Could you print all the entries below exactly as they appear, omitting the pictures?

## Stored items:
┄┄┄┄┄┄
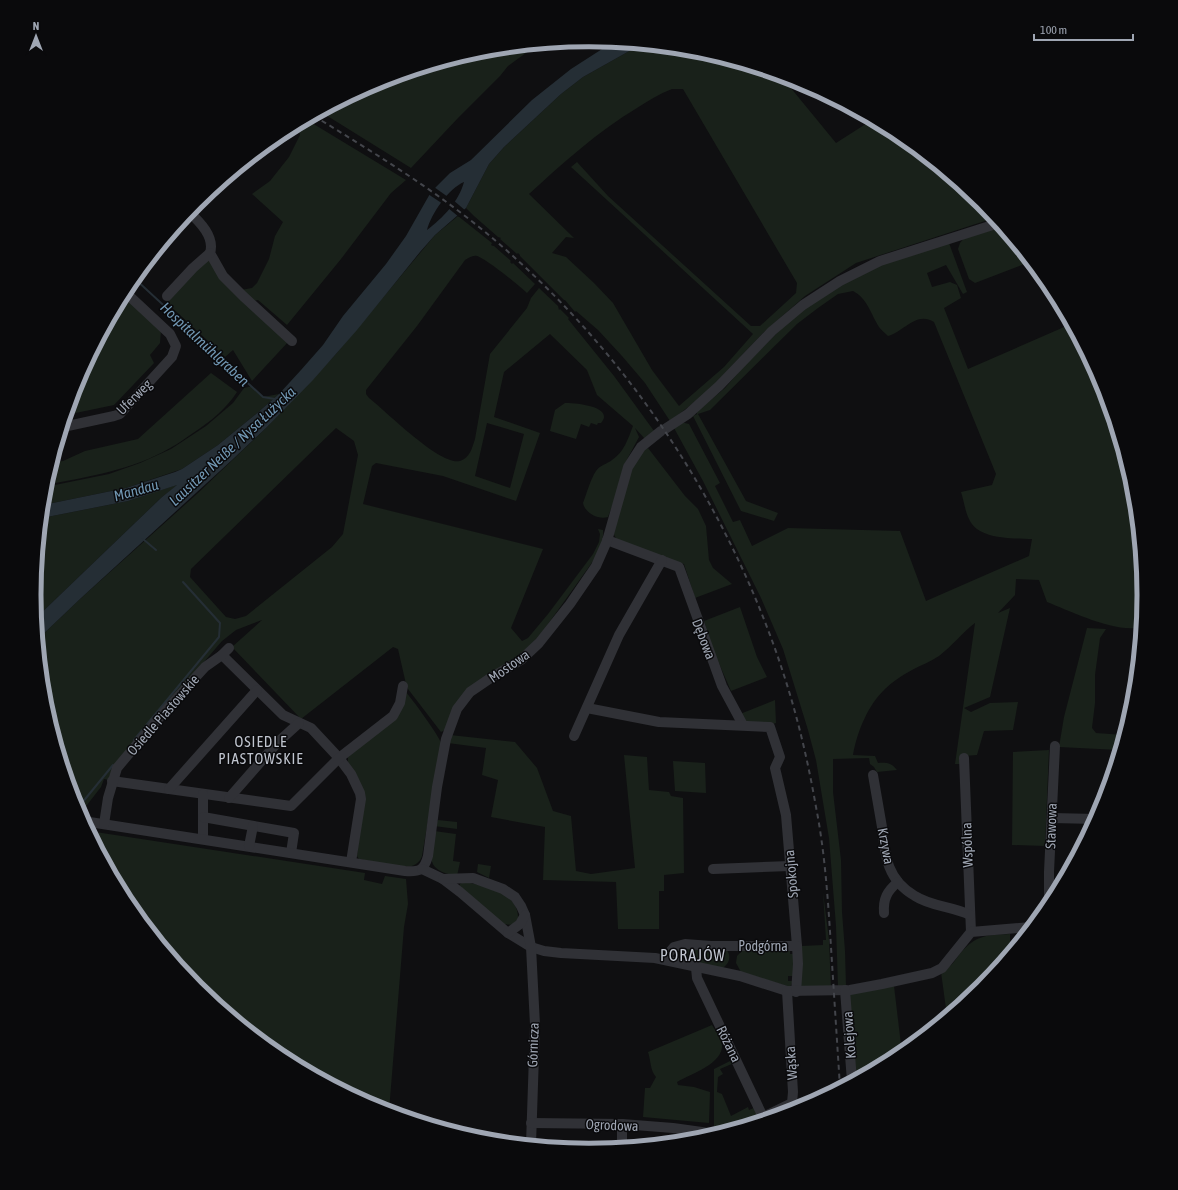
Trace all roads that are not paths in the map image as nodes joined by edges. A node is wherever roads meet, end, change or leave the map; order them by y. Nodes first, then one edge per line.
1 (194, 216) edge
2 (992, 225) edge
3 (210, 253) junction
4 (130, 296) edge
5 (167, 296) dead end
6 (292, 341) dead end
7 (68, 426) edge
8 (607, 540) junction
9 (662, 560) junction
10 (403, 686) dead end
11 (257, 690) junction
12 (587, 708) junction
13 (299, 723) junction
14 (743, 725) junction
15 (574, 736) dead end
16 (1055, 746) dead end
17 (339, 758) junction
18 (964, 758) dead end
19 (873, 775) dead end
20 (112, 781) junction
21 (168, 789) junction
22 (203, 794) junction
23 (229, 798) junction
24 (203, 817) junction
25 (1052, 818) junction
26 (1089, 819) edge
27 (91, 822) edge
28 (104, 824) junction
29 (253, 826) junction
30 (203, 839) junction
31 (249, 846) junction
32 (291, 853) junction
33 (351, 862) junction
34 (790, 866) junction
35 (422, 869) junction
36 (713, 869) dead end
37 (443, 879) junction
38 (898, 882) junction
39 (1049, 892) edge
40 (884, 913) dead end
41 (525, 915) junction
42 (970, 915) junction
43 (1025, 927) edge
44 (971, 932) junction
45 (508, 933) junction
46 (531, 946) junction
47 (797, 946) junction
48 (666, 960) junction
49 (696, 968) junction
50 (845, 990) junction
51 (791, 992) junction
52 (852, 1076) edge
53 (788, 1105) edge
54 (762, 1115) edge
55 (531, 1123) junction
56 (622, 1124) junction
57 (697, 1132) edge
58 (531, 1140) edge
59 (622, 1142) edge

1 - 3 street
2 - 8 street, Mostowa
3 - 5 street
3 - 6 street
4 - 7 street, Uferweg
8 - 9 street, Dębowa
8 - 35 street, Mostowa
9 - 12 street
9 - 14 street, Dębowa
10 - 17 street
11 - 13 street, Osiedle Piastowskie
11 - 20 street, Osiedle Piastowskie
11 - 21 street
12 - 14 street
12 - 15 street
13 - 17 street, Osiedle Piastowskie
13 - 23 street
14 - 34 street, Spokojna
16 - 25 street, Stawowa
17 - 23 street
17 - 33 street, Osiedle Piastowskie
18 - 42 street, Wspólna
19 - 38 street, Krzywa
20 - 21 street
20 - 28 street, Osiedle Piastowskie
21 - 22 street
22 - 23 street
22 - 24 street
24 - 29 street
24 - 30 street
25 - 26 street
25 - 39 street, Stawowa
27 - 28 street
28 - 30 street
29 - 31 street
29 - 32 street
30 - 31 street
31 - 32 street
32 - 33 street
33 - 35 street
34 - 36 street
34 - 47 street, Spokojna
35 - 37 street
37 - 41 street, Górnicza
37 - 45 street
38 - 40 street
38 - 42 street, Krzywa
41 - 45 street
41 - 46 street, Górnicza
42 - 44 street, Wspólna
43 - 44 street
44 - 50 street
45 - 46 street
46 - 48 street
46 - 55 street, Górnicza
47 - 48 street, Podgórna
47 - 51 street, Spokojna
48 - 49 street
49 - 51 street
49 - 54 street, Różana
50 - 51 street
50 - 52 street, Kolejowa
51 - 53 street, Wąska
55 - 56 street, Ogrodowa
55 - 58 street, Górnicza
56 - 57 street, Ogrodowa
56 - 59 street

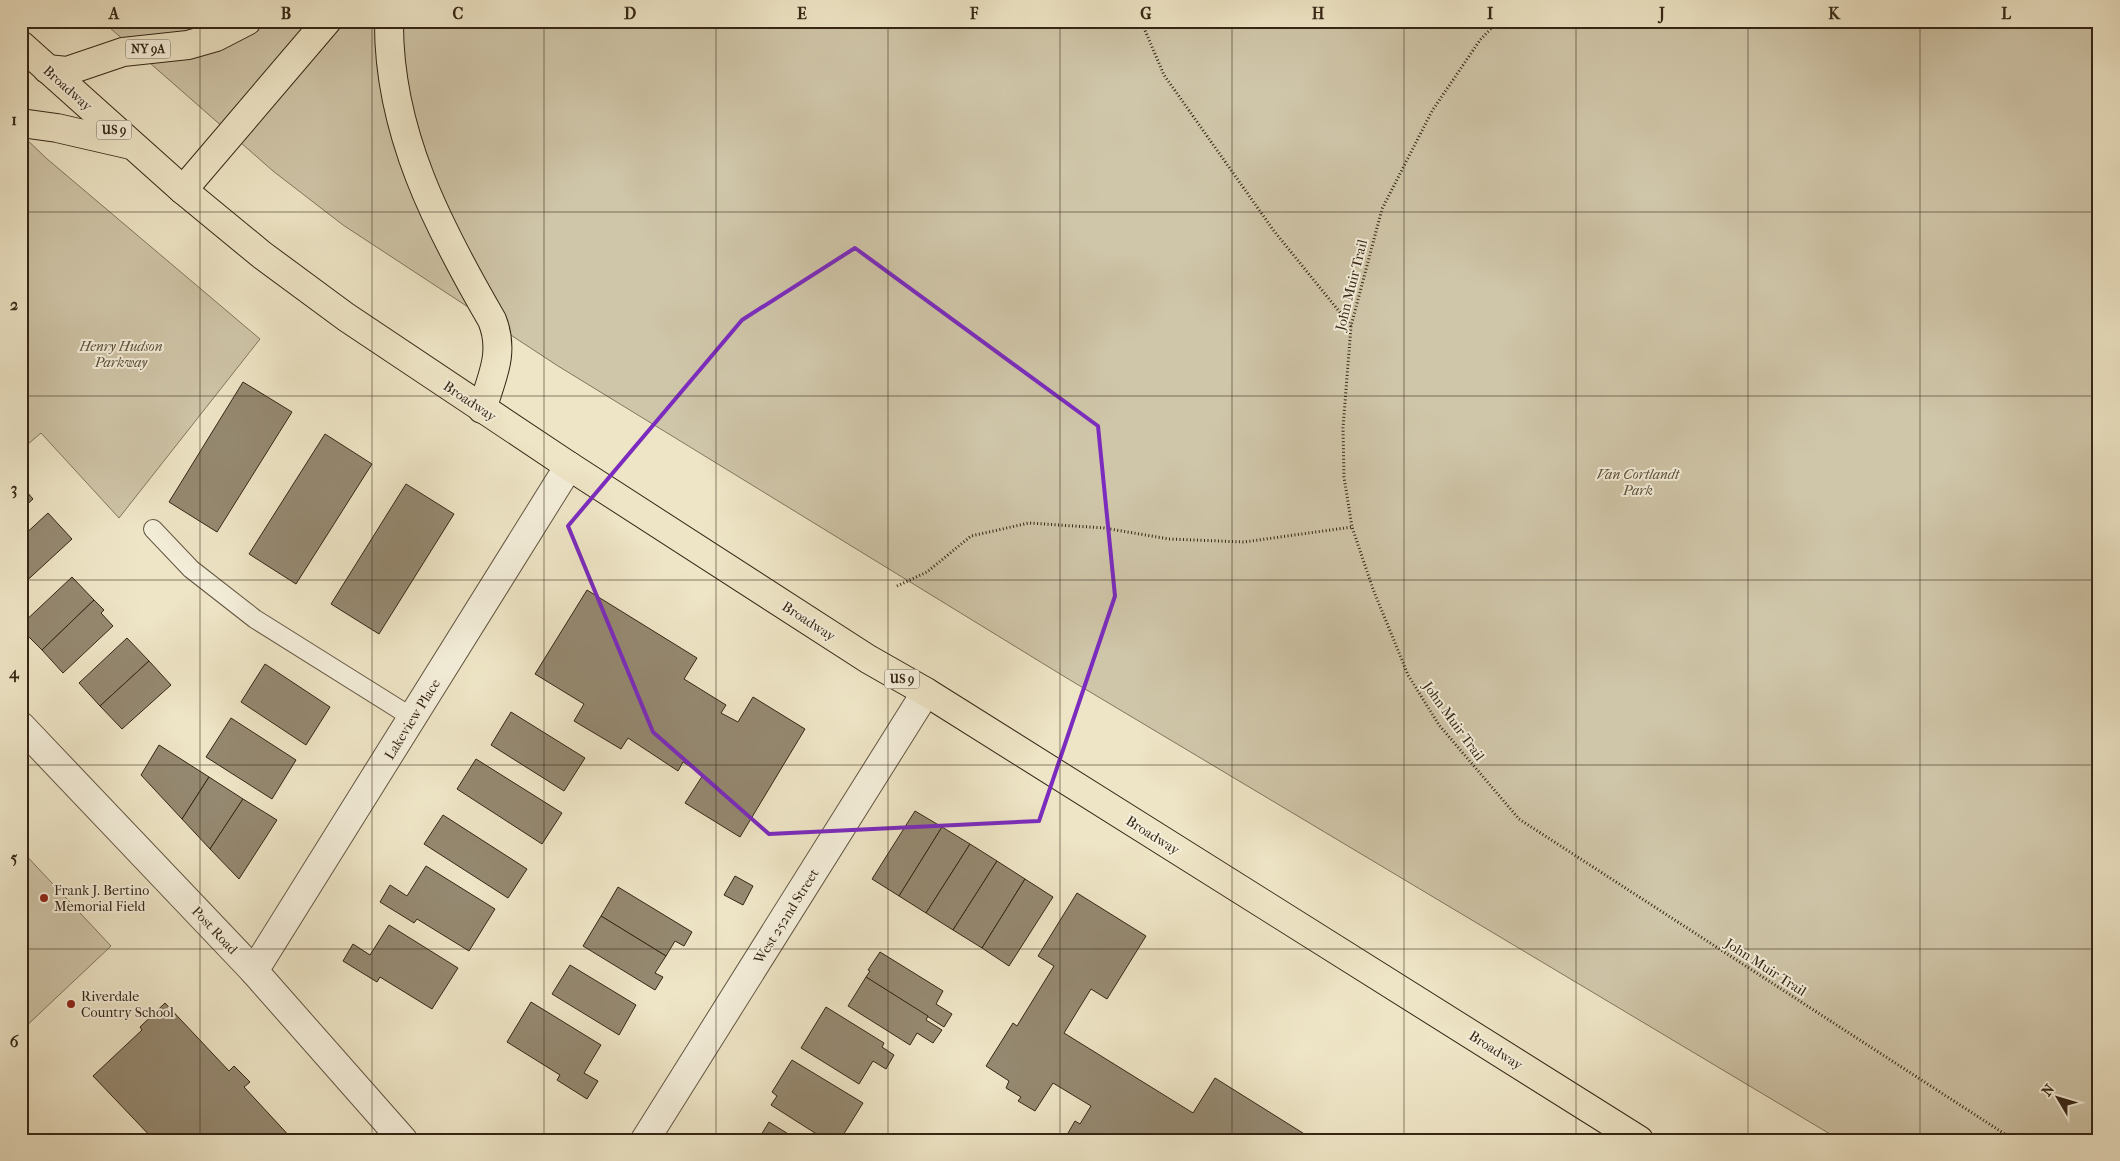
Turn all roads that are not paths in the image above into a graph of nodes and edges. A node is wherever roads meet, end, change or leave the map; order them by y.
1 (247, 21) edge
2 (327, 21) edge
3 (389, 21) edge
4 (21, 45) edge
5 (47, 69) junction
6 (21, 123) edge
7 (131, 145) junction
8 (183, 190) junction
9 (482, 409) junction
10 (569, 466) junction
11 (153, 529) dead end
12 (926, 692) junction
13 (412, 718) junction
14 (21, 726) edge
15 (254, 971) junction
16 (402, 1140) edge
17 (646, 1140) edge
18 (1639, 1140) edge

1 - 5 main road, NY 9A
2 - 8 main road
3 - 9 main road
4 - 5 main road, Broadway / US 9
5 - 7 main road, Broadway / US 9
6 - 7 main road
7 - 8 main road, Broadway / US 9
8 - 9 main road, Broadway / US 9
9 - 10 main road, Broadway / US 9
10 - 12 main road, Broadway / US 9
10 - 13 street, Lakeview Place
11 - 13 lane
12 - 17 street, West 252nd Street
12 - 18 main road, Broadway / US 9
13 - 15 street, Lakeview Place
14 - 15 street, Post Road
15 - 16 street, Post Road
┄┄┄┄┄┄
## TASK RESULT:
Trace all roads that are not paths in the map image as nodes joined by edges. A node is wherever roads meet, end, change or leave the map; order them by y. Nodes first, then one edge per line.
1 (194, 216) edge
2 (992, 225) edge
3 (210, 253) junction
4 (130, 296) edge
5 (167, 296) dead end
6 (292, 341) dead end
7 (68, 426) edge
8 (607, 540) junction
9 (662, 560) junction
10 (403, 686) dead end
11 (257, 690) junction
12 (587, 708) junction
13 (299, 723) junction
14 (743, 725) junction
15 (574, 736) dead end
16 (1055, 746) dead end
17 (339, 758) junction
18 (964, 758) dead end
19 (873, 775) dead end
20 (112, 781) junction
21 (168, 789) junction
22 (203, 794) junction
23 (229, 798) junction
24 (203, 817) junction
25 (1052, 818) junction
26 (1089, 819) edge
27 (91, 822) edge
28 (104, 824) junction
29 (253, 826) junction
30 (203, 839) junction
31 (249, 846) junction
32 (291, 853) junction
33 (351, 862) junction
34 (790, 866) junction
35 (422, 869) junction
36 (713, 869) dead end
37 (443, 879) junction
38 (898, 882) junction
39 (1049, 892) edge
40 (884, 913) dead end
41 (525, 915) junction
42 (970, 915) junction
43 (1025, 927) edge
44 (971, 932) junction
45 (508, 933) junction
46 (531, 946) junction
47 (797, 946) junction
48 (666, 960) junction
49 (696, 968) junction
50 (845, 990) junction
51 (791, 992) junction
52 (852, 1076) edge
53 (788, 1105) edge
54 (762, 1115) edge
55 (531, 1123) junction
56 (622, 1124) junction
57 (697, 1132) edge
58 (531, 1140) edge
59 (622, 1142) edge

1 - 3 street
2 - 8 street, Mostowa
3 - 5 street
3 - 6 street
4 - 7 street, Uferweg
8 - 9 street, Dębowa
8 - 35 street, Mostowa
9 - 12 street
9 - 14 street, Dębowa
10 - 17 street
11 - 13 street, Osiedle Piastowskie
11 - 20 street, Osiedle Piastowskie
11 - 21 street
12 - 14 street
12 - 15 street
13 - 17 street, Osiedle Piastowskie
13 - 23 street
14 - 34 street, Spokojna
16 - 25 street, Stawowa
17 - 23 street
17 - 33 street, Osiedle Piastowskie
18 - 42 street, Wspólna
19 - 38 street, Krzywa
20 - 21 street
20 - 28 street, Osiedle Piastowskie
21 - 22 street
22 - 23 street
22 - 24 street
24 - 29 street
24 - 30 street
25 - 26 street
25 - 39 street, Stawowa
27 - 28 street
28 - 30 street
29 - 31 street
29 - 32 street
30 - 31 street
31 - 32 street
32 - 33 street
33 - 35 street
34 - 36 street
34 - 47 street, Spokojna
35 - 37 street
37 - 41 street, Górnicza
37 - 45 street
38 - 40 street
38 - 42 street, Krzywa
41 - 45 street
41 - 46 street, Górnicza
42 - 44 street, Wspólna
43 - 44 street
44 - 50 street
45 - 46 street
46 - 48 street
46 - 55 street, Górnicza
47 - 48 street, Podgórna
47 - 51 street, Spokojna
48 - 49 street
49 - 51 street
49 - 54 street, Różana
50 - 51 street
50 - 52 street, Kolejowa
51 - 53 street, Wąska
55 - 56 street, Ogrodowa
55 - 58 street, Górnicza
56 - 57 street, Ogrodowa
56 - 59 street

Turn all roads that are not paths in the image above into a graph of nodes and edges. A node is wherever roads meet, end, change or leave the map; order them by y.
1 (247, 21) edge
2 (327, 21) edge
3 (389, 21) edge
4 (21, 45) edge
5 (47, 69) junction
6 (21, 123) edge
7 (131, 145) junction
8 (183, 190) junction
9 (482, 409) junction
10 (569, 466) junction
11 (153, 529) dead end
12 (926, 692) junction
13 (412, 718) junction
14 (21, 726) edge
15 (254, 971) junction
16 (402, 1140) edge
17 (646, 1140) edge
18 (1639, 1140) edge

1 - 5 main road, NY 9A
2 - 8 main road
3 - 9 main road
4 - 5 main road, Broadway / US 9
5 - 7 main road, Broadway / US 9
6 - 7 main road
7 - 8 main road, Broadway / US 9
8 - 9 main road, Broadway / US 9
9 - 10 main road, Broadway / US 9
10 - 12 main road, Broadway / US 9
10 - 13 street, Lakeview Place
11 - 13 lane
12 - 17 street, West 252nd Street
12 - 18 main road, Broadway / US 9
13 - 15 street, Lakeview Place
14 - 15 street, Post Road
15 - 16 street, Post Road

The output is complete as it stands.